The second reason why I believe the service is a model for the Joyous Life lies in the way the service performance demands a unity of minds. The Joyous Life, too, necessitates this very important mode of being in our daily lives. As individual performers of the service, then, we are constantly aware what the other instrument players are playing, how other dancers are dancing, and the way singers sing. We are also aware of the audience keeping pace with what is being put together by the service performers. Playing a specific instrument or dancing is not something we do for their own sake, but rather, something we do together. And when doing it together, we listen, consider, and react to those who are trying their best in fulfilling their roles. Performing the service is as much an externalisation of expressions as the internalisation of them.

A true unity of minds will therefore entail that the various parts – all which are detrimental for the performance of the service – melt into one. But what do those parts melt into? A unity of minds can only take place if we are able to rid ourselves of our self-centered imaginations, and by riding ourselves of those imaginations, we naturally melt into one with God. That is, when individual performers begin to perform for the sake of performing without consideration of what others are doing, it will only lead to mortification. In retrospect, therefore, all performers are asked that they have God the Parent at the center of their thoughts when doing the service. Likewise, and way after the service performance is done, if we are able to rid ourselves of our self-centered imaginations, we shall naturally have God the Parent at the center of our thoughts in our everyday life, enabling us to live the Joyous Life. As such, joyous living will emerge of itself, naturally and spontaneously, through and through.

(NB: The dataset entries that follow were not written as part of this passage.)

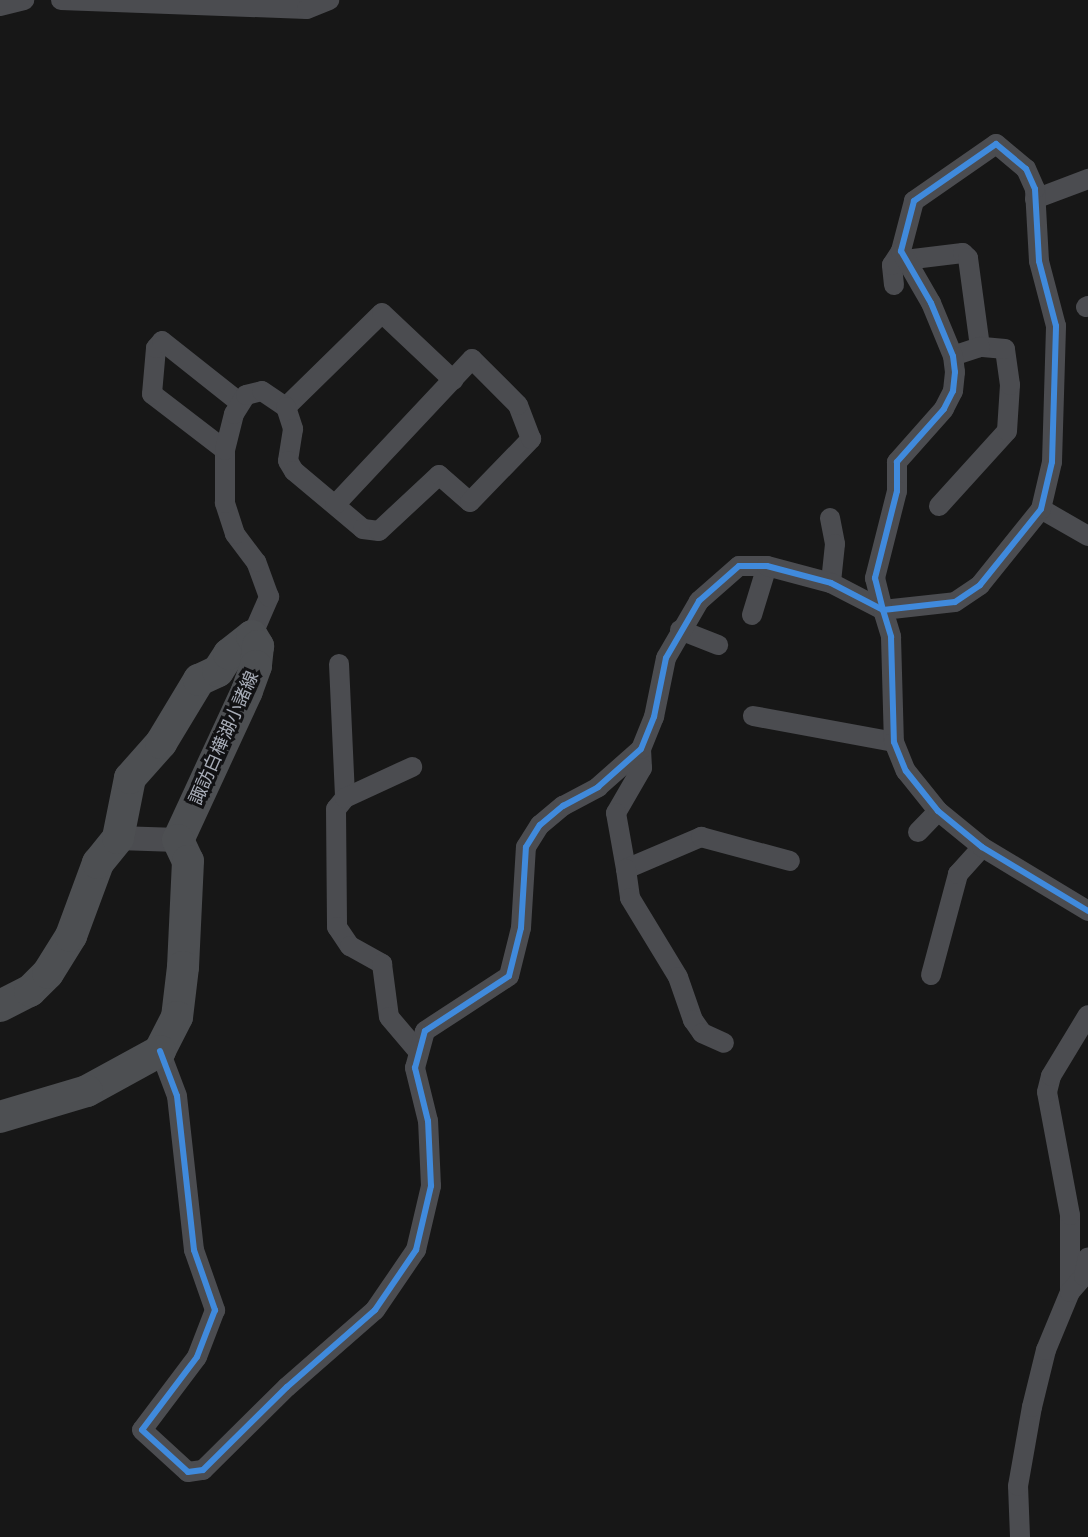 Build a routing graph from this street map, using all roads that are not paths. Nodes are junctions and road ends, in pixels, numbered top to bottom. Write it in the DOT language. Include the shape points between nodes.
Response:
graph roads {
  1 [pos="24,0"];
  2 [pos="60,0"];
  3 [pos="329,0"];
  4 [pos="0,6"];
  5 [pos="1088,179"];
  6 [pos="1035,199"];
  7 [pos="903,255"];
  8 [pos="894,285"];
  9 [pos="980,347"];
  10 [pos="953,356"];
  11 [pos="453,380"];
  12 [pos="239,402"];
  13 [pos="286,407"];
  14 [pos="225,450"];
  15 [pos="335,505"];
  16 [pos="939,506"];
  17 [pos="1041,509"];
  18 [pos="830,518"];
  19 [pos="1088,536"];
  20 [pos="767,566"];
  21 [pos="831,583"];
  22 [pos="955,602"];
  23 [pos="980,606"];
  24 [pos="883,610"];
  25 [pos="752,615"];
  26 [pos="680,630"];
  27 [pos="252,636"];
  28 [pos="718,645"];
  29 [pos="339,664"];
  30 [pos="753,716"];
  31 [pos="894,742"];
  32 [pos="641,749"];
  33 [pos="412,766"];
  34 [pos="345,798"];
  35 [pos="938,811"];
  36 [pos="918,832"];
  37 [pos="118,838"];
  38 [pos="178,840"];
  39 [pos="982,847"];
  40 [pos="790,861"];
  41 [pos="626,869"];
  42 [pos="1088,911"];
  43 [pos="931,975"];
  44 [pos="0,1006"];
  45 [pos="1088,1015"];
  46 [pos="724,1043"];
  47 [pos="417,1050"];
  48 [pos="160,1051"];
  49 [pos="0,1117"];
  50 [pos="1088,1257"];
  51 [pos="1070,1292"];
  52 [pos="1020,1537"];
  1 -- 4 [label="street"];
  2 -- 3 [label="street" via="307,9"];
  5 -- 6 [label="street"];
  6 -- 7 [label="street" via="1026,169 996,144 914,201"];
  6 -- 17 [label="street" via="1039,261 1057,345 1052,462"];
  7 -- 8 [label="street" via="892,265"];
  7 -- 9 [label="street" via="963,253 968,258"];
  7 -- 10 [label="street" via="931,303"];
  9 -- 10 [label="street"];
  9 -- 16 [label="street" via="1005,349 1009,356 1007,431"];
  10 -- 24 [label="street" via="953,392 897,462 897,491 875,578"];
  11 -- 13 [label="street" via="382,313"];
  11 -- 15 [label="street"];
  11 -- 15 [label="street" via="472,359 518,405 531,439 470,502 439,476 379,531 363,529"];
  12 -- 13 [label="street" via="262,391"];
  12 -- 14 [label="street"];
  12 -- 14 [label="street" via="162,341 156,348 152,394"];
  13 -- 15 [label="street" via="293,429 288,461"];
  14 -- 27 [label="street" via="228,514 256,562 269,597"];
  17 -- 19 [label="street"];
  17 -- 22 [label="street" via="980,585"];
  18 -- 21 [label="street" via="835,544"];
  20 -- 21 [label="street"];
  20 -- 25 [label="street"];
  20 -- 26 [label="street" via="739,566 720,579"];
  21 -- 24 [label="street"];
  22 -- 23 [label="street"];
  22 -- 24 [label="street"];
  24 -- 31 [label="street" via="891,637"];
  26 -- 28 [label="street"];
  26 -- 32 [label="street" via="666,658 654,717"];
  27 -- 37 [label="main road, 諏訪白樺湖小諸線" via="229,654 218,671 199,680 161,742 130,778"];
  27 -- 38 [label="main road, 諏訪白樺湖小諸線" via="258,646 248,691"];
  29 -- 34 [label="street"];
  30 -- 31 [label="street"];
  31 -- 35 [label="street" via="906,771"];
  32 -- 41 [label="street" via="642,768 616,813"];
  32 -- 47 [label="street" via="598,787 562,806 540,825 526,847 521,928 509,976 425,1031"];
  33 -- 34 [label="street"];
  34 -- 47 [label="street" via="336,809 337,927 350,946 382,964 389,1017"];
  35 -- 36 [label="street"];
  35 -- 39 [label="street"];
  37 -- 38 [label="street" via="152,836"];
  37 -- 44 [label="main road, 諏訪白樺湖小諸線" via="98,863 71,936 48,973 30,991"];
  38 -- 48 [label="main road" via="188,861 183,967 177,1017"];
  39 -- 42 [label="street"];
  39 -- 43 [label="street" via="958,874"];
  40 -- 41 [label="street" via="701,837"];
  41 -- 46 [label="street" via="630,898 678,977 693,1020 702,1033"];
  45 -- 51 [label="street" via="1051,1076 1047,1092 1070,1215"];
  47 -- 48 [label="street" via="415,1068 428,1121 431,1186 416,1250 391,1292 357,1328 286,1387 203,1470 188,1472 142,1430 197,1357 215,1310 194,1250 177,1096"];
  48 -- 49 [label="main road" via="87,1091"];
  50 -- 51 [label="street" via="1084,1276"];
  51 -- 52 [label="street" via="1046,1350 1032,1407 1018,1486"];
}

Finally, and before closing my sermon today, I would just like to mention that the efforts in engaging in those “embarrassing” Tenrikyo activities probably did not directly effect the growth of our church or increase the number of followers – its still a small tiny congregation located in the same neighborhood in the same residential building. However, and as I may have alluded herein from time to time, no one can possibly predict and know for sure what fruits will grow from our efforts and, as I would have never imagined myself standing before you to do the sermon on this auspicious occasion today, it just may be that those small reluctant activities carried out on behalf of Tenrikyo on the streets of Los Angeles has allowed me to share these thoughts with you – and I only have God the Parent and Oyasama to thank for this occasion. Allow me, then, to end with an appropriate Ofudesaki verse for today’s sermon:

Perhaps people will say: What are you doing?
But the laughter of people will be God’s delight.Ofudesaki I: 72

May Oyasama be with you!

Thank you for your attention.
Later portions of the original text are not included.